Data excerpts: Begin
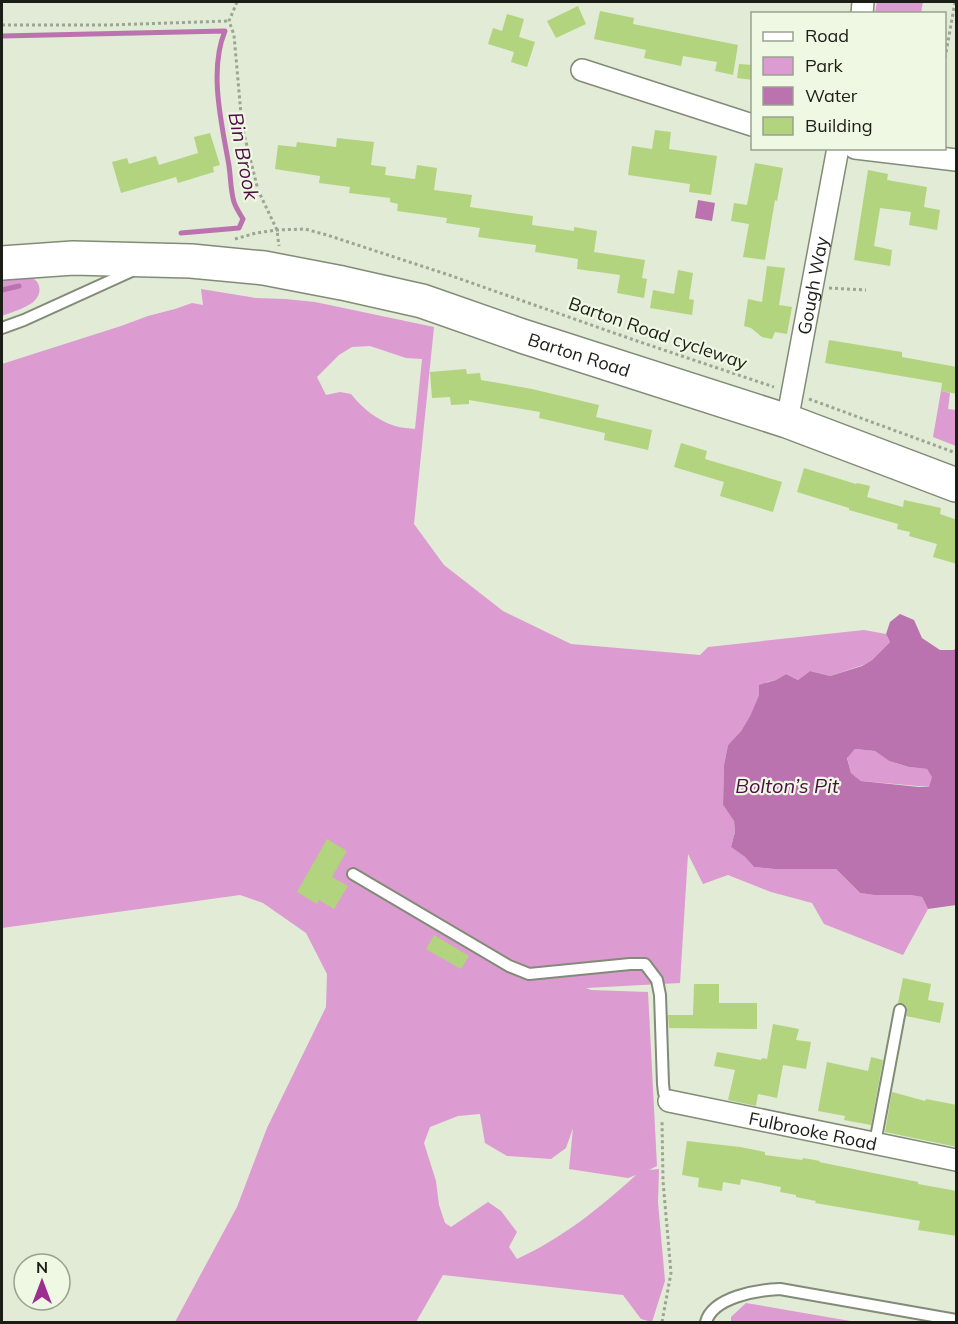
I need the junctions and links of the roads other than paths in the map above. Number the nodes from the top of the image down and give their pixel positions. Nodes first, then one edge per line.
1 (582, 70) dead end
2 (751, 124) edge
3 (838, 150) edge
4 (872, 150) edge
5 (957, 160) edge
6 (156, 260) junction
7 (2, 263) edge
8 (2, 328) edge
9 (790, 407) junction
10 (957, 484) edge
11 (353, 874) dead end
12 (900, 1010) dead end
13 (669, 1101) joint
14 (875, 1143) junction
15 (957, 1160) edge
16 (957, 1320) edge
17 (706, 1323) edge

1 - 2 street
3 - 9 street, Gough Way
4 - 5 street
6 - 7 main road, Barton Road
6 - 8 lane
6 - 9 main road, Barton Road
9 - 10 main road, Barton Road
11 - 13 lane
12 - 14 lane
13 - 14 street, Fulbrooke Road
14 - 15 street, Fulbrooke Road
16 - 17 lane

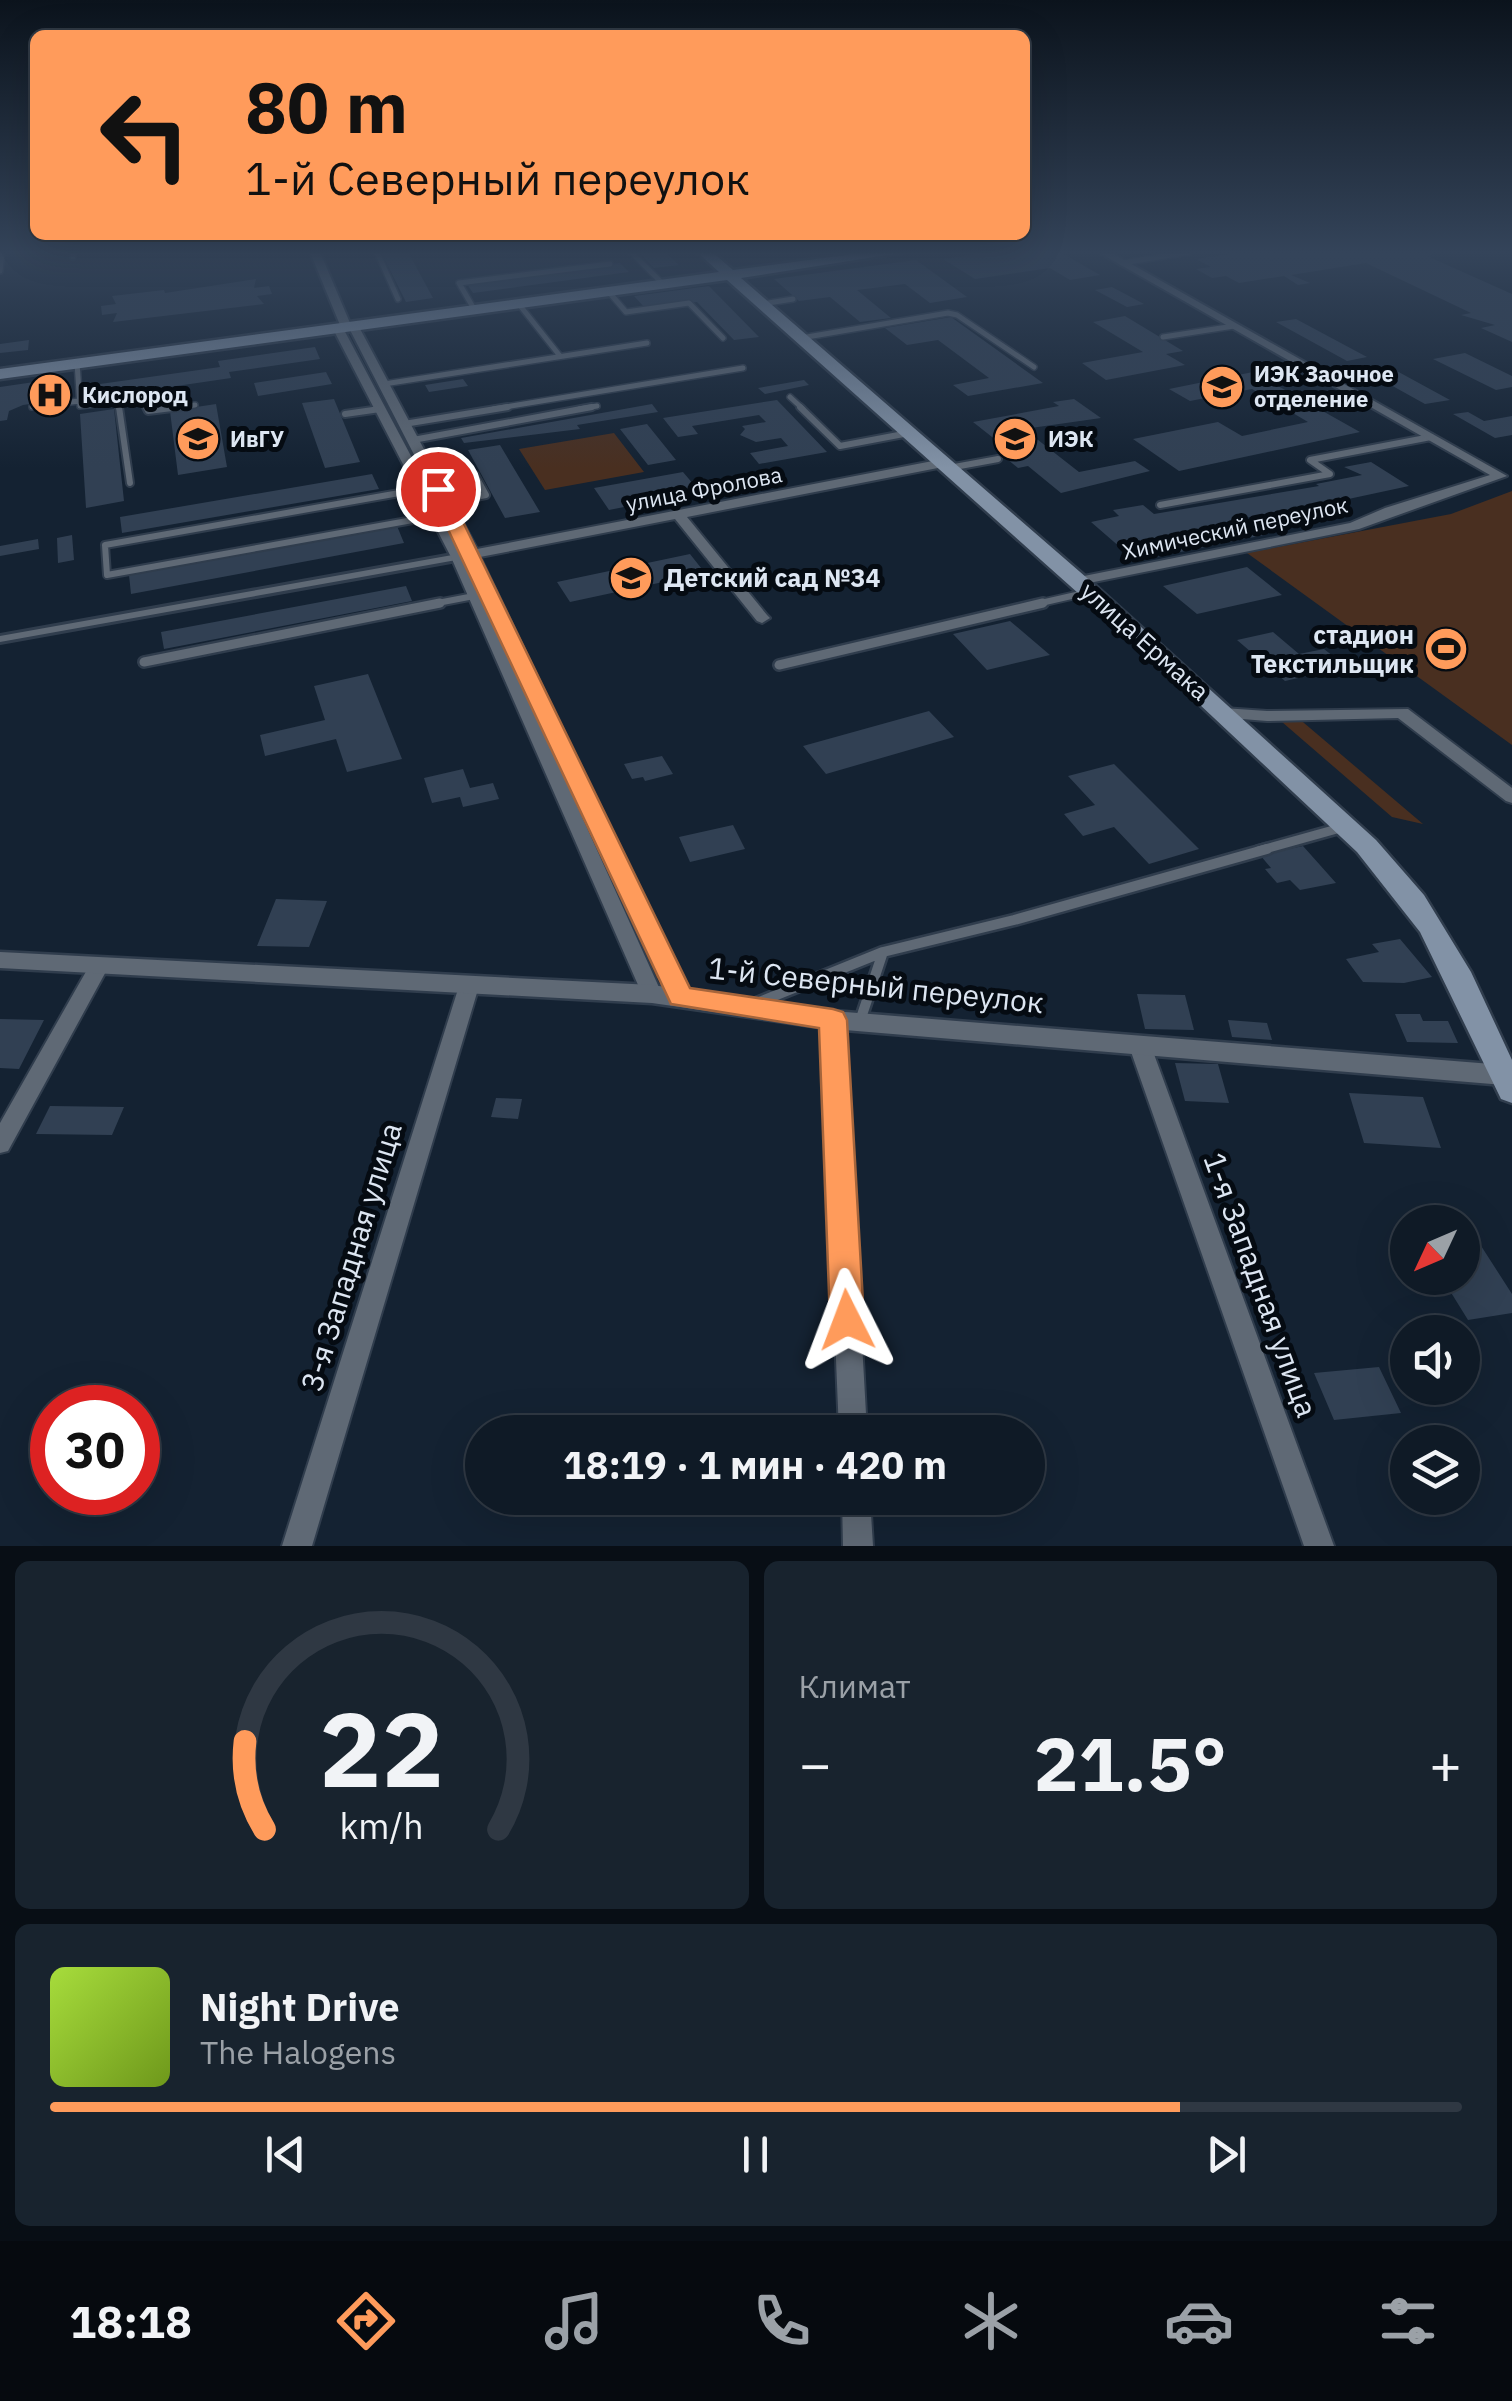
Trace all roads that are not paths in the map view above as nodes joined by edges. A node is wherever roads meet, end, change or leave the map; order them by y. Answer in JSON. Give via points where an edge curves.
{"nodes":[{"id":1,"x":359,"y":324,"type":"edge"},
{"id":2,"x":535,"y":324,"type":"edge"},
{"id":3,"x":709,"y":324,"type":"edge"},
{"id":4,"x":785,"y":324,"type":"edge"},
{"id":5,"x":886,"y":324,"type":"edge"},
{"id":6,"x":971,"y":324,"type":"edge"},
{"id":7,"x":1231,"y":324,"type":"edge"},
{"id":8,"x":345,"y":326,"type":"junction"},
{"id":9,"x":1234,"y":326,"type":"junction"},
{"id":10,"x":723,"y":338,"type":"dead end"},
{"id":11,"x":801,"y":338,"type":"junction"},
{"id":12,"x":1164,"y":338,"type":"dead end"},
{"id":13,"x":647,"y":344,"type":"dead end"},
{"id":14,"x":560,"y":356,"type":"junction"},
{"id":15,"x":76,"y":363,"type":"junction"},
{"id":16,"x":1034,"y":367,"type":"dead end"},
{"id":17,"x":743,"y":368,"type":"dead end"},
{"id":18,"x":0,"y":374,"type":"edge"},
{"id":19,"x":384,"y":384,"type":"junction"},
{"id":20,"x":1352,"y":392,"type":"junction"},
{"id":21,"x":790,"y":397,"type":"dead end"},
{"id":22,"x":1328,"y":397,"type":"dead end"},
{"id":23,"x":79,"y":401,"type":"junction"},
{"id":24,"x":118,"y":401,"type":"junction"},
{"id":25,"x":194,"y":405,"type":"dead end"},
{"id":26,"x":597,"y":406,"type":"dead end"},
{"id":27,"x":32,"y":407,"type":"dead end"},
{"id":28,"x":380,"y":409,"type":"junction"},
{"id":29,"x":346,"y":414,"type":"dead end"},
{"id":30,"x":404,"y":424,"type":"junction"},
{"id":31,"x":909,"y":433,"type":"junction"},
{"id":32,"x":1431,"y":437,"type":"junction"},
{"id":33,"x":405,"y":441,"type":"junction"},
{"id":34,"x":998,"y":459,"type":"dead end"},
{"id":35,"x":946,"y":466,"type":"junction"},
{"id":36,"x":474,"y":475,"type":"dead end"},
{"id":37,"x":1506,"y":475,"type":"edge"},
{"id":38,"x":130,"y":482,"type":"dead end"},
{"id":39,"x":422,"y":489,"type":"junction"},
{"id":40,"x":1160,"y":505,"type":"dead end"},
{"id":41,"x":440,"y":510,"type":"junction"},
{"id":42,"x":679,"y":515,"type":"junction"},
{"id":43,"x":465,"y":556,"type":"junction"},
{"id":44,"x":1085,"y":586,"type":"junction"},
{"id":45,"x":474,"y":596,"type":"junction"},
{"id":46,"x":762,"y":618,"type":"dead end"},
{"id":47,"x":0,"y":639,"type":"edge"},
{"id":48,"x":144,"y":662,"type":"dead end"},
{"id":49,"x":779,"y":664,"type":"dead end"},
{"id":50,"x":1222,"y":712,"type":"junction"},
{"id":51,"x":1512,"y":796,"type":"edge"},
{"id":52,"x":1347,"y":826,"type":"junction"},
{"id":53,"x":882,"y":952,"type":"junction"},
{"id":54,"x":0,"y":960,"type":"edge"},
{"id":55,"x":100,"y":966,"type":"junction"},
{"id":56,"x":469,"y":986,"type":"junction"},
{"id":57,"x":652,"y":994,"type":"junction"},
{"id":58,"x":680,"y":996,"type":"junction"},
{"id":59,"x":748,"y":1006,"type":"junction"},
{"id":60,"x":833,"y":1020,"type":"junction"},
{"id":61,"x":859,"y":1022,"type":"junction"},
{"id":62,"x":1140,"y":1046,"type":"junction"},
{"id":63,"x":1509,"y":1080,"type":"edge"},
{"id":64,"x":0,"y":1144,"type":"edge"},
{"id":65,"x":852,"y":1415,"type":"edge"},
{"id":66,"x":857,"y":1515,"type":"edge"},
{"id":67,"x":297,"y":1546,"type":"edge"},
{"id":68,"x":858,"y":1546,"type":"edge"},
{"id":69,"x":1319,"y":1546,"type":"edge"}],
"edges":[{"from":1,"to":8,"type":"main road"},
{"from":2,"to":14,"type":"lane"},
{"from":3,"to":10,"type":"lane"},
{"from":4,"to":11,"type":"main road","name":"улица Ермака"},
{"from":5,"to":11,"type":"lane"},
{"from":6,"to":16,"type":"lane"},
{"from":7,"to":9,"type":"street"},
{"from":8,"to":15,"type":"main road"},
{"from":8,"to":19,"type":"street"},
{"from":8,"to":28,"type":"street"},
{"from":9,"to":12,"type":"lane"},
{"from":9,"to":20,"type":"street"},
{"from":11,"to":31,"type":"main road","name":"улица Ермака"},
{"from":13,"to":14,"type":"lane"},
{"from":14,"to":19,"type":"lane"},
{"from":15,"to":18,"type":"main road"},
{"from":15,"to":23,"type":"lane"},
{"from":17,"to":30,"type":"lane"},
{"from":19,"to":30,"type":"street"},
{"from":20,"to":22,"type":"lane"},
{"from":20,"to":32,"type":"street"},
{"from":21,"to":31,"type":"lane","via":[[840,446]]},
{"from":23,"to":24,"type":"lane"},
{"from":23,"to":27,"type":"lane"},
{"from":24,"to":25,"type":"lane","via":[[142,397],[148,411]]},
{"from":24,"to":38,"type":"lane"},
{"from":26,"to":33,"type":"lane"},
{"from":28,"to":29,"type":"lane"},
{"from":28,"to":33,"type":"street"},
{"from":30,"to":33,"type":"street"},
{"from":31,"to":35,"type":"main road","name":"улица Ермака"},
{"from":32,"to":37,"type":"street"},
{"from":32,"to":40,"type":"lane","via":[[1310,460],[1330,474]]},
{"from":33,"to":39,"type":"street"},
{"from":33,"to":41,"type":"street"},
{"from":34,"to":35,"type":"lane"},
{"from":35,"to":42,"type":"street","name":"улица Фролова"},
{"from":35,"to":44,"type":"main road","name":"улица Ермака"},
{"from":36,"to":41,"type":"lane","via":[[486,496]]},
{"from":37,"to":44,"type":"street","name":"Химический переулок","via":[[1354,526]]},
{"from":39,"to":41,"type":"street"},
{"from":39,"to":41,"type":"lane","via":[[105,545],[107,575]]},
{"from":41,"to":43,"type":"street"},
{"from":42,"to":43,"type":"street","name":"улица Фролова"},
{"from":42,"to":46,"type":"street"},
{"from":43,"to":45,"type":"street"},
{"from":43,"to":47,"type":"street","name":"улица Фролова"},
{"from":43,"to":58,"type":"street"},
{"from":44,"to":49,"type":"lane"},
{"from":44,"to":50,"type":"main road","name":"улица Ермака"},
{"from":45,"to":48,"type":"lane"},
{"from":45,"to":57,"type":"street"},
{"from":50,"to":51,"type":"street","via":[[1402,713]]},
{"from":50,"to":52,"type":"main road","name":"улица Ермака"},
{"from":52,"to":53,"type":"lane"},
{"from":52,"to":63,"type":"main road","name":"улица Ермака","via":[[1442,942]]},
{"from":53,"to":59,"type":"lane"},
{"from":53,"to":61,"type":"lane"},
{"from":54,"to":55,"type":"street","name":"1-й Северный переулок"},
{"from":55,"to":56,"type":"street","name":"1-й Северный переулок"},
{"from":55,"to":64,"type":"street"},
{"from":56,"to":57,"type":"street","name":"1-й Северный переулок"},
{"from":56,"to":67,"type":"street","name":"3-я Западная улица"},
{"from":57,"to":58,"type":"street","name":"1-й Северный переулок"},
{"from":58,"to":59,"type":"street","name":"1-й Северный переулок"},
{"from":59,"to":60,"type":"street","name":"1-й Северный переулок"},
{"from":60,"to":61,"type":"street","name":"1-й Северный переулок"},
{"from":60,"to":65,"type":"street"},
{"from":61,"to":62,"type":"street","name":"1-й Северный переулок"},
{"from":62,"to":63,"type":"street","name":"1-й Северный переулок"},
{"from":62,"to":69,"type":"street","name":"1-я Западная улица"},
{"from":66,"to":68,"type":"street"}]}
Data excerpts: End
What is needed:
Return a copy of each line in the entries that contains "Западная".

Answer space:
{"from":56,"to":67,"type":"street","name":"3-я Западная улица"},
{"from":62,"to":69,"type":"street","name":"1-я Западная улица"},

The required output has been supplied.